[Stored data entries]
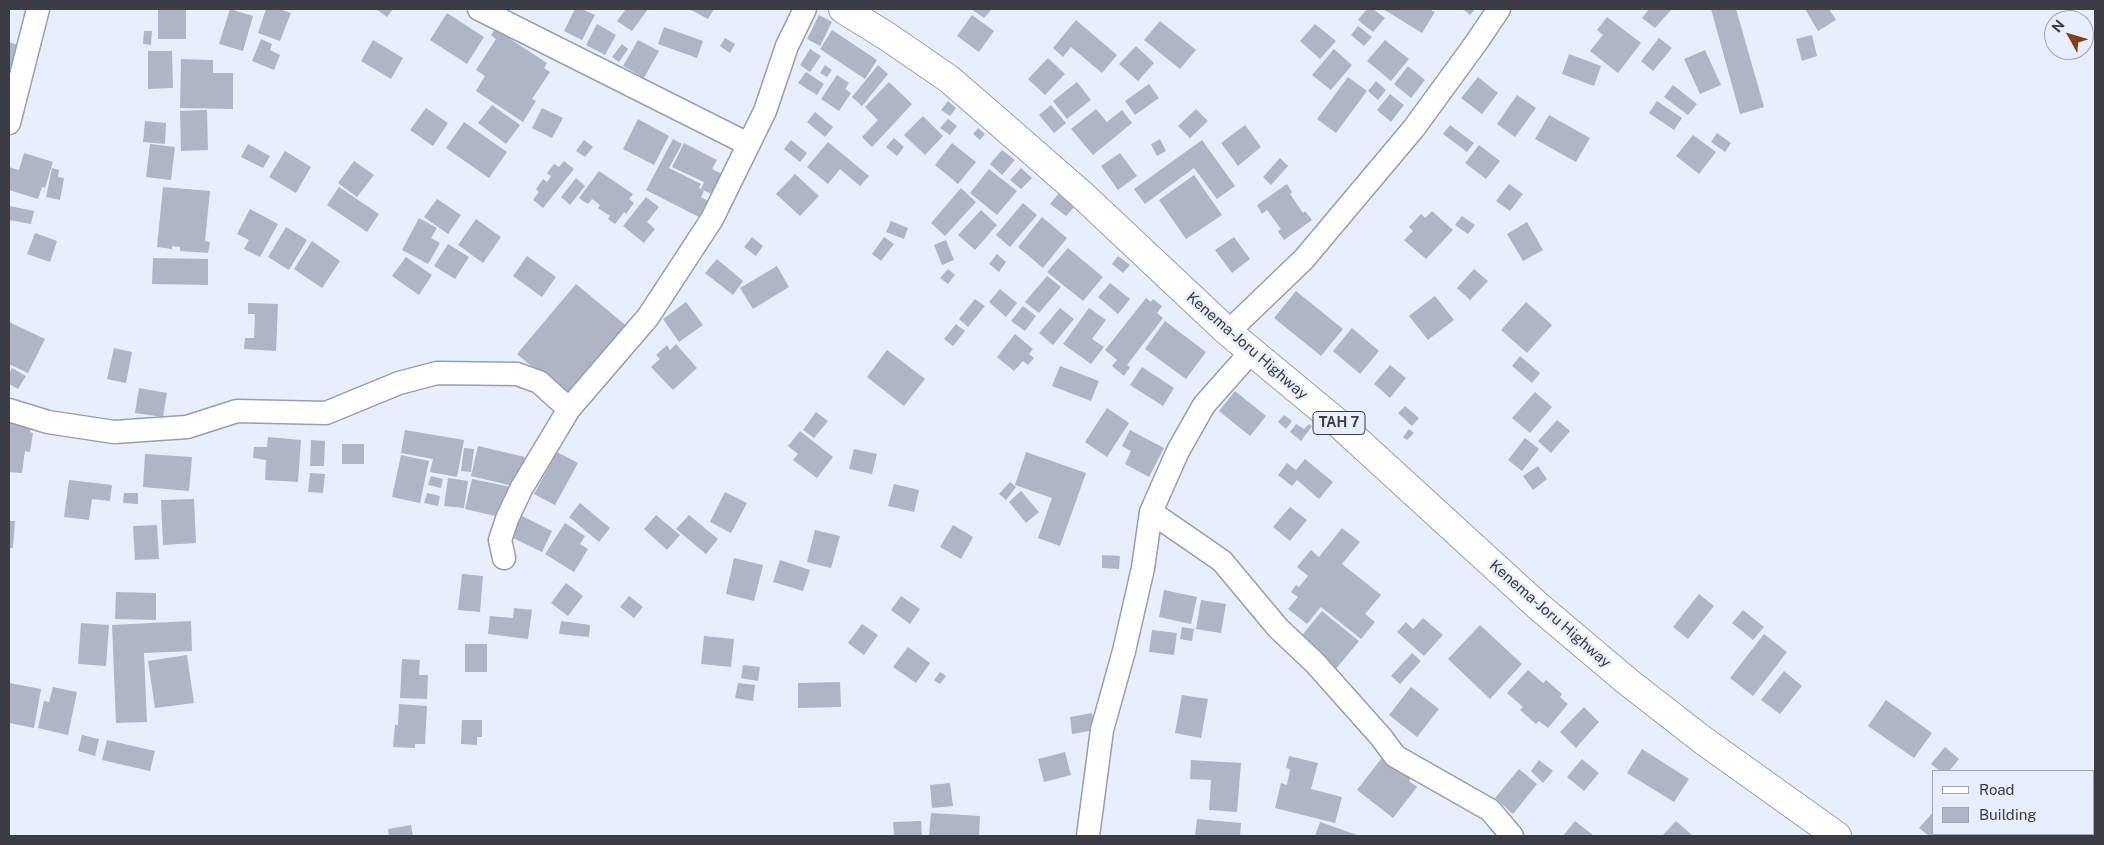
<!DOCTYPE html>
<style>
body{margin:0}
#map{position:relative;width:2104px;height:845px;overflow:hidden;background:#e8eefc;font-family:"Public Sans",sans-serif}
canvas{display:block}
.frame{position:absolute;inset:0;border:10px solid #3a3d44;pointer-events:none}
.legend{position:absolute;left:1932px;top:770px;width:162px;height:65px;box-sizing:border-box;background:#e8eefc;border:1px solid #a2a7b2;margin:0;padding:6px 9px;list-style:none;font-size:15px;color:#3a3d44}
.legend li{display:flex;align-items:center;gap:10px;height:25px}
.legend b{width:25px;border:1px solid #a2a7b2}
.north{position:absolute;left:2044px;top:10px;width:50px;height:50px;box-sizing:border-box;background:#e8eefc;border:1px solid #a2a7b2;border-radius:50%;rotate:309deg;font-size:14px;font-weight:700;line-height:20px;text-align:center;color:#3a3d44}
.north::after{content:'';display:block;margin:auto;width:18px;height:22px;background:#853e1c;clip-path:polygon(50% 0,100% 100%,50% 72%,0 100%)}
</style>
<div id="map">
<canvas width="2104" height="845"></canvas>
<div class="frame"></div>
<ul class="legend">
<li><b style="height:6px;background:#fff"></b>Road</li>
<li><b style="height:14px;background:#aeb5c5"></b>Building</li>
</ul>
<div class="north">N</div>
</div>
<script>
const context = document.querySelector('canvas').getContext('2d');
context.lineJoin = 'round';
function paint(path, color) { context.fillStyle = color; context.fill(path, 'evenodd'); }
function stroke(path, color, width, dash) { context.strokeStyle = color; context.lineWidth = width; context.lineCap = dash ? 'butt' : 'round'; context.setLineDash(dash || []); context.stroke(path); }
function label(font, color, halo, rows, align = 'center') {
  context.font = font + ' "Public Sans",sans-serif'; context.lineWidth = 5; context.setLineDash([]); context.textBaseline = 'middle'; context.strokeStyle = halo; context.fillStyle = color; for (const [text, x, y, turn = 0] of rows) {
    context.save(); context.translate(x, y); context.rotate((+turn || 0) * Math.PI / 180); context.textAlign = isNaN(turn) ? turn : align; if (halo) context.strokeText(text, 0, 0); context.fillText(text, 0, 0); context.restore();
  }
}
paint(new Path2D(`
 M230 9 253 16 243 51 219 44Z
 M266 9H279L291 13 280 41 258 33Z
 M376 9H393L387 17Z
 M575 9H582L595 15 582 40 564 31Z
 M626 9H648L632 31 617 21Z
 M689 9H714L708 19Z
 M971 9H992L984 18Z
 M1367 9H1373L1385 18 1373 32 1358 20Z
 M1383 9H1429L1435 12 1422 33Z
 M1463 9H1475L1470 15Z
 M1649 9H1672L1655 28 1642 18Z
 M1711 9H1736L1764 107 1740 114Z
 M1805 9H1829L1836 20 1818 31Z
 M158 10H186V39H158Z
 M447 13 484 37 467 64 430 40Z
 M819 15 832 22 820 46 807 39Z
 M972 15 994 31 979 52 957 36Z
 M1607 17 1641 43 1618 73 1590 51 1603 35 1597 30Z
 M1076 20 1117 55 1102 73 1071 47 1063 57 1053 48Z
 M1160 21 1196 50 1180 69 1144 40Z
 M597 24 616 35 605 55 586 45Z
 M1315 24 1336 41 1320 59 1300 41Z
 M1358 26 1372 37 1364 46 1351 35Z
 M664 27 703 41 697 58 658 44Z
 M495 29 547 63 544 68 550 72 532 99 536 101 523 122 476 91 485 76 476 70 496 39 491 35Z
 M832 30 877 60 865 79 820 49Z
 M144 31H152L151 45 143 44Z
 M1812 35 1817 56 1802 61 1796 39Z
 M725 38 735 44 730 53 720 46Z
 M1659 38 1672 48 1653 71 1641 61Z
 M261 39 272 44 270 50 280 55 274 70 252 61Z
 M373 40 403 58 391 79 361 61Z
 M638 40 659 51 644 78 623 66Z
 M1385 40 1409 59 1391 81 1367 61Z
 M9 42 21 46 9 83Z
 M622 44 628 49 619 62 612 57Z
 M1136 46 1154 63 1138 81 1119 64Z
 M810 49 821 56 810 72 800 65Z
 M1334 49 1352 65 1331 90 1312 75Z
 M1705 50 1721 85 1700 94 1684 59Z
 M148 51H172L173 88 148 89Z
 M1569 54 1601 66 1594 86 1562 74Z
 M1048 58 1065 74 1045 95 1028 79Z
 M181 59 213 60V73H233V109L180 108Z
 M825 65 832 70 827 77 820 73Z
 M878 65 888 74 862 106 852 97Z
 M1408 66 1425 80 1411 98 1394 84Z
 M806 72 824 84 817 95 798 83Z
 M837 75 849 83 845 89 851 93 839 111 821 99Z
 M1348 77 1367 91 1336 133 1317 119Z
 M1478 77 1498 93 1482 114 1461 98Z
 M1376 81 1386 90 1378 100 1368 91Z
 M889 82 912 104 872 147 862 137 878 120 865 107Z
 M1077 82 1091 100 1067 119 1053 101Z
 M1149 84 1159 98 1135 115 1125 101Z
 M1673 85 1697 104 1688 115 1664 97Z
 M1390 94 1404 105 1391 122 1377 110Z
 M1517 95 1536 108 1515 137 1497 124Z
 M948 101 956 108 950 116 941 110Z
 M1657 101 1682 118 1674 130 1649 113Z
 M492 105 520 125 506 144 478 123Z
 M1051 105 1066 123 1054 133 1039 115Z
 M426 108 448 123 433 146 410 130Z
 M542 108 563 118 552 138 532 128Z
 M1096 109 1107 122 1122 110 1132 123 1093 155 1071 129Z
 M1196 109 1208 121 1190 138 1178 126Z
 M207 110 208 150 181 151 180 111Z
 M815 112 833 127 825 137 807 122Z
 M1549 115 1590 138 1576 162 1535 139Z
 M923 116 943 136 925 155 904 135Z
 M638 119 669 136 654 165 623 149Z
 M948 119 957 126 950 135 940 128Z
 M145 121 166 123 165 144 143 142Z
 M464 122 507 152 489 178 446 148Z
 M1245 125 1261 147 1238 166 1221 143Z
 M1450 125 1474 143 1467 152 1443 134Z
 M978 128 985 134 980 140 973 134Z
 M1717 133 1731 143 1725 152 1711 142Z
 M1693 135 1716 152 1699 174 1676 156Z
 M894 138 904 147 897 156 886 147Z
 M673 139 682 144 669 168 701 184 699 188 704 191 701 197 708 201 699 217 646 190Z
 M1160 139 1166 151 1157 156 1151 144Z
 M584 140 593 147 585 157 576 151Z
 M791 140 807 153 800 162 784 149Z
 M1202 140 1235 186 1217 199 1194 168 1145 204 1134 189Z
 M828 142 869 176 860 186 840 169 828 184 807 167Z
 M684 143 717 160 712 169 724 175 714 195 701 189 704 182 672 167Z
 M952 143 976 162 958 184 935 165Z
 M150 144 175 147 171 180 146 177Z
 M248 144 270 156 263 168 241 157Z
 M1479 145 1500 161 1486 179 1465 163Z
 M1002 150 1015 160 1002 175 990 164Z
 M285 151 311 167 296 193 269 177Z
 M24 153 53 162 45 188 42 187 38 199 9 190V167L19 170Z
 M1120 153 1137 176 1118 190 1101 166Z
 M1280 158 1288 166 1271 185 1263 177Z
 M354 161 374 175 357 197 338 183Z
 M564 161 574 169 543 208 533 200 539 192 536 189 543 179 547 182 551 176 547 173 554 164 559 167Z
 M52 168 59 170 58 177 64 178 60 200 46 197Z
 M1021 168 1032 178 1021 189 1010 180Z
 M989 169 1017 191 997 215 970 193Z
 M599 171 633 194 629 199 634 203 626 214 624 212 615 224 608 219 610 216 598 208 600 205 592 199 588 204 579 198Z
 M795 174 819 196 800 216 776 194Z
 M1194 175 1222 215 1186 239 1159 200Z
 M576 178 585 186 570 205 561 197Z
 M1287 184 1292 192 1290 194 1303 213 1305 211 1312 220 1284 240 1278 231 1281 229 1267 210 1262 214 1257 205Z
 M1509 184 1523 194 1510 211 1496 201Z
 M163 187 210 191 205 241 210 242 208 253 180 251V247L172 246V249L157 247Z
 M339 187 379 214 367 232 327 205Z
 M961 188 976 202 945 236 931 223Z
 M1060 192 1076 205 1066 216 1050 204Z
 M646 197 659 207 647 222 655 229 644 243 623 226Z
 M437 199 461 215 448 234 424 217Z
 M1023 203 1037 215 1010 247 996 235Z
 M9 206 34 211 31 224 9 220Z
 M250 209 278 224 260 257 244 249 249 240 237 234Z
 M981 210 997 225 975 250 958 235Z
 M1432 211 1453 230 1426 259 1404 240 1413 231 1409 227 1421 214 1425 218Z
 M1462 216 1475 225 1468 234 1455 225Z
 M1042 217 1067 238 1043 268 1018 247Z
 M419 218 437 228 431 238 440 243 428 264 402 250Z
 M476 219 501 237 483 263 458 245Z
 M891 221 908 228 904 239 886 232Z
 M1527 222 1543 250 1523 261 1507 234Z
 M286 227 307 240 289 270 268 257Z
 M35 233 57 241 50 262 27 254Z
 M752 237 763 246 756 256 744 247Z
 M884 237 894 244 881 261 872 254Z
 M1234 237 1250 259 1232 273 1215 250Z
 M946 240 954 260 942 265 934 245Z
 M312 241 340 261 322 288 294 269Z
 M448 244 469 257 455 279 434 266Z
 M1068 248 1103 277 1083 301 1047 272Z
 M997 254 1006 262 999 272 989 264Z
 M527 256 556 277 542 297 513 276Z
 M1118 256 1130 265 1123 273 1112 264Z
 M406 257 432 275 419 295 392 276Z
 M153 258 208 259V285L152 284Z
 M717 259 743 281 733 295 705 273Z
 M777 266 789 287 753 309 740 288Z
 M948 269 955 275 948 284 940 278Z
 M1474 269 1488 281 1470 300 1457 288Z
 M1047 276 1061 287 1039 313 1025 302Z
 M1110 283 1130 299 1118 314 1098 297Z
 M576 284 629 328 569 398 517 354Z
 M1000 289 1017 303 1006 317 989 302Z
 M1296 291 1343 329 1321 356 1274 318Z
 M1435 296 1454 320 1428 340 1409 316Z
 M1146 298 1151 302 1153 299 1162 306 1157 313 1163 318 1127 365 1130 367 1124 376 1112 366 1117 360 1105 350Z
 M975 299 985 306 968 327 959 319Z
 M686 302 703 325 679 342 663 319Z
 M1526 302 1552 325 1527 353 1501 330Z
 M248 303 278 304 276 351 244 349 245 338H254L255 314H248Z
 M1023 306 1036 316 1025 331 1011 321Z
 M1060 308 1074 319 1053 345 1039 333Z
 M1089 308 1106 320 1092 339 1104 347 1091 364 1063 344Z
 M1165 321 1206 352 1186 379 1145 349Z
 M9 322 45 339 28 373 9 364Z
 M956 324 965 331 953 346 944 339Z
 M1352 328 1379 351 1360 374 1333 351Z
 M1015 334 1033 349 1029 354 1034 358 1028 365 1023 361 1014 371 997 357Z
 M676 344 697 368 673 390 651 367 660 359 656 355 667 345 670 350Z
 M114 348 132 352 126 383 107 379Z
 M887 350 925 379 904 406 867 377Z
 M1520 356 1540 373 1532 383 1512 366Z
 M1390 365 1406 378 1390 398 1374 384Z
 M1060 366 1099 381 1091 401 1052 386Z
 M1142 367 1174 388 1163 406 1130 385Z
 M12 368 26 376 18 389 9 384V374Z
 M139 388 167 393 163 417 135 413Z
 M1235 391 1266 416 1250 436 1219 411Z
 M1535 392 1552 407 1530 433 1512 418Z
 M1405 406 1419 418 1412 426 1398 413Z
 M1107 408 1129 423 1107 457 1085 442Z
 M816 412 828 421 814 438 803 430Z
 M1284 415 1292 421 1286 429 1278 422Z
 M9 420 32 423 30 432 33 433 30 452 25 451 22 473 9 472Z
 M1557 420 1570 431 1551 453 1538 441Z
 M1296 424 1304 429 1309 424 1312 426 1301 441 1290 432Z
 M1409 429 1414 433 1407 440 1403 437Z
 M405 430 464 440 457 477 430 472 433 459 401 453Z
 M1130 430 1164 448 1149 477 1125 464 1131 451 1122 446Z
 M800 431 833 457 817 478 793 460 798 454 788 446Z
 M268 437 301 440 298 482 265 480 266 460 253 458 254 447H267Z
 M1525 438 1539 449 1522 471 1508 460Z
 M311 440 325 441 324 466H310Z
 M342 444H364V464H342Z
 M478 446 525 457 517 487 471 476Z
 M464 448 474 449 471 472 461 471Z
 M854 449 877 454 872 474 849 469Z
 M557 452 578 463 555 505 534 494Z
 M1026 452 1086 473 1060 546 1038 538 1052 498 1015 485Z
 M145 454 192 457 189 491 143 487Z
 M401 455 429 461 420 503 392 497Z
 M1305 459 1333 482 1319 499 1297 480 1292 486 1278 475 1287 463 1296 470Z
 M1538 466 1547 479 1533 490 1523 476Z
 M310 473 325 474 323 493 308 492Z
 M431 476 443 479 441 488 428 485Z
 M448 478 468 481 464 508 444 506Z
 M472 479 511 487 504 518 465 509Z
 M69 480 112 485 110 501 92 499 89 520 64 517Z
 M1010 482 1016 487 1006 500 999 494Z
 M894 484 919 490 914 512 888 506Z
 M1021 491 1039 512 1026 523 1009 502Z
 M725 492 747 503 731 533 710 522Z
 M124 493H138V504L123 503Z
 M427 493 440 496 438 506 424 503Z
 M194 499 196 543 163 545 161 500Z
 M580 503 610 528 599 542 569 517Z
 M1290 507 1307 520 1290 541 1273 527Z
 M520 515 552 531 542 552 509 536Z
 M656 515 680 535 667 550 644 529Z
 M689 515 718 539 706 554 676 529Z
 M9 521H15L13 548H9Z
 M565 523 585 536 580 544 588 549 574 572 545 554Z
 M157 525 159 559 135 560 133 526Z
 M953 525 973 537 961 559 940 547Z
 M1342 528 1360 542 1342 564 1381 595 1365 614 1375 622 1361 639 1321 607 1307 624 1288 609 1298 597 1291 592 1296 585 1299 587 1308 576 1297 567 1311 550 1319 557Z
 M815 530 840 536 831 568 807 562Z
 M1102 555 1120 556 1119 569 1102 568Z
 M734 558 763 565 754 601 726 594Z
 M780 560 810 570 803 591 773 582Z
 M462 574 483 576 480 612 458 610Z
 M566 583 583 596 568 616 551 603Z
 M1164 590 1197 597 1191 624 1159 617Z
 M116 592 156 593V620L115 619Z
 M1699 594 1714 606 1688 639 1673 627Z
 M629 596 643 607 634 618 620 607Z
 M901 596 920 609 910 624 891 610Z
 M1201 600 1226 604 1221 633 1196 629Z
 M514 608 532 610 528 639 488 634 490 616 513 618Z
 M1743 610 1764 627 1753 640 1732 623Z
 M1322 611 1359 641 1335 670 1298 640Z
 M1423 618 1443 635 1424 656 1397 632 1406 622 1413 629Z
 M191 621 192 651 144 653 147 722 116 723 112 625Z
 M561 621 590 625 589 637 559 634Z
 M81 623 109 625 106 666 78 664Z
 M862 624 878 635 864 655 848 643Z
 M1480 625 1522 664 1490 699 1448 659Z
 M1182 627 1194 629 1192 641 1180 639Z
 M1152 630 1177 633 1174 655 1149 652Z
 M1764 634 1787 652 1753 696 1730 678Z
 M704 636 734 639 731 667 701 664Z
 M465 644H487V672H465Z
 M908 647 930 663 916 683 893 667Z
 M1412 653 1421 661 1400 684 1391 676Z
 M187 655 194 703 155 708 148 661Z
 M402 659 420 660 419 675H428L427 699 400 698Z
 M743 665 760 667 758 681 741 678Z
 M1528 670 1543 683 1546 680 1562 694 1560 697 1568 704 1548 728 1539 721 1536 724 1520 710 1523 707 1507 693Z
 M1784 671 1802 686 1780 714 1761 700Z
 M940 672 946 676 940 684 934 680Z
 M840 682 841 707 798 708V683Z
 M9 683 41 689 34 728 9 723Z
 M738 683 755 685 753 701 735 698Z
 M53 687 77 692 68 735 38 728 44 701 49 702Z
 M1411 687 1439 709 1417 737 1389 715Z
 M1182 695 1208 699 1201 738 1175 733Z
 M1886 700 1932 733 1914 758 1868 726Z
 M399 704 427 706 425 744H415V748L393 747 395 725H398Z
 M1584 707 1599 722 1576 748 1560 732Z
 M1092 713 1095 730 1072 734 1070 717Z
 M462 720H482V737H477V745L461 744Z
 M82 735 99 739 95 756 78 751Z
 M107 740 155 751 150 771 102 760Z
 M1945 747 1959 759 1949 771H1940L1931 764Z
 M1642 749 1689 779 1674 802 1627 773Z
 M1065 752 1071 775 1044 782 1038 759Z
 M1289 756 1318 763 1311 789 1342 797 1335 823 1275 808 1281 783 1287 785 1290 769 1286 768Z
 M1381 759 1388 764 1390 761 1411 778 1409 781 1417 787 1393 818 1357 790Z
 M1582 759 1599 773 1584 791 1567 777Z
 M1191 760 1241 763 1237 812 1209 810 1211 780 1190 779Z
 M1539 760 1553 771 1543 783 1531 771Z
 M1519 769 1537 784 1513 814 1495 798Z
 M950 783 953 806 932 808 930 785Z
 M1933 812V834H1944L1942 836H1929L1919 828Z
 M931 813 980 816 979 836H929Z
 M1197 819 1241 823 1240 836H1195Z
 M921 821 922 836H894L893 822Z
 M1575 821 1594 836H1563Z
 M1676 821 1693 836H1662Z
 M1320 822 1360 836H1315Z
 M411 825 413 836H389L388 829Z
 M1996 834H2027L2025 836H1994Z`), '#aeb5c5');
const minor = new Path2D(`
 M479 9 748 144
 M9 123 38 9
 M1228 332 1304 259 1414 128 1476 43 1499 9
 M9 410 48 422 114 432 187 427 237 411 326 413 399 383 437 373 517 374 539 382 569 409
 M1151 512 1222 561 1278 628 1315 663 1381 737 1395 756 1490 810 1512 836
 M504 558 500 540 507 519 521 489 569 409 648 317 712 219 765 111 787 46 805 9
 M1088 836 1102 730 1124 651 1143 568 1151 512 1178 451 1204 405 1251 352`);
const trunk = new Path2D(`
 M843 9 888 37 949 79 1009 131 1080 193 1228 332 1338 423 1538 606 1628 682 1704 741 1837 836`);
stroke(minor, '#989eae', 25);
stroke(trunk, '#989eae', 30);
stroke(minor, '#fff', 22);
stroke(trunk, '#fff', 28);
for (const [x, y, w] of [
 [1339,423,52]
]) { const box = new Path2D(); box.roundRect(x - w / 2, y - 11.5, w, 23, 4); context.fillStyle = '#e8eefc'; context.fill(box); stroke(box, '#3a3d44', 1); }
label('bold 14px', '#3a3d44', null, [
 ["TAH 7",1339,423]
]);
label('15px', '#3a3d44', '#e8eefc', [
 ["Kenema-Joru Highway",1247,346,41],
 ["Kenema-Joru Highway",1550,614,41]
]);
</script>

→ WORK ITEM
With the line that has "M1023 306 1036 316 1025 331 1011 321Z" as the first and the line that has "M472 479 511 487 504 518 465 509Z" as the last, repeat exactly that run of lines above and no more.

→ ANSWER
 M1023 306 1036 316 1025 331 1011 321Z
 M1060 308 1074 319 1053 345 1039 333Z
 M1089 308 1106 320 1092 339 1104 347 1091 364 1063 344Z
 M1165 321 1206 352 1186 379 1145 349Z
 M9 322 45 339 28 373 9 364Z
 M956 324 965 331 953 346 944 339Z
 M1352 328 1379 351 1360 374 1333 351Z
 M1015 334 1033 349 1029 354 1034 358 1028 365 1023 361 1014 371 997 357Z
 M676 344 697 368 673 390 651 367 660 359 656 355 667 345 670 350Z
 M114 348 132 352 126 383 107 379Z
 M887 350 925 379 904 406 867 377Z
 M1520 356 1540 373 1532 383 1512 366Z
 M1390 365 1406 378 1390 398 1374 384Z
 M1060 366 1099 381 1091 401 1052 386Z
 M1142 367 1174 388 1163 406 1130 385Z
 M12 368 26 376 18 389 9 384V374Z
 M139 388 167 393 163 417 135 413Z
 M1235 391 1266 416 1250 436 1219 411Z
 M1535 392 1552 407 1530 433 1512 418Z
 M1405 406 1419 418 1412 426 1398 413Z
 M1107 408 1129 423 1107 457 1085 442Z
 M816 412 828 421 814 438 803 430Z
 M1284 415 1292 421 1286 429 1278 422Z
 M9 420 32 423 30 432 33 433 30 452 25 451 22 473 9 472Z
 M1557 420 1570 431 1551 453 1538 441Z
 M1296 424 1304 429 1309 424 1312 426 1301 441 1290 432Z
 M1409 429 1414 433 1407 440 1403 437Z
 M405 430 464 440 457 477 430 472 433 459 401 453Z
 M1130 430 1164 448 1149 477 1125 464 1131 451 1122 446Z
 M800 431 833 457 817 478 793 460 798 454 788 446Z
 M268 437 301 440 298 482 265 480 266 460 253 458 254 447H267Z
 M1525 438 1539 449 1522 471 1508 460Z
 M311 440 325 441 324 466H310Z
 M342 444H364V464H342Z
 M478 446 525 457 517 487 471 476Z
 M464 448 474 449 471 472 461 471Z
 M854 449 877 454 872 474 849 469Z
 M557 452 578 463 555 505 534 494Z
 M1026 452 1086 473 1060 546 1038 538 1052 498 1015 485Z
 M145 454 192 457 189 491 143 487Z
 M401 455 429 461 420 503 392 497Z
 M1305 459 1333 482 1319 499 1297 480 1292 486 1278 475 1287 463 1296 470Z
 M1538 466 1547 479 1533 490 1523 476Z
 M310 473 325 474 323 493 308 492Z
 M431 476 443 479 441 488 428 485Z
 M448 478 468 481 464 508 444 506Z
 M472 479 511 487 504 518 465 509Z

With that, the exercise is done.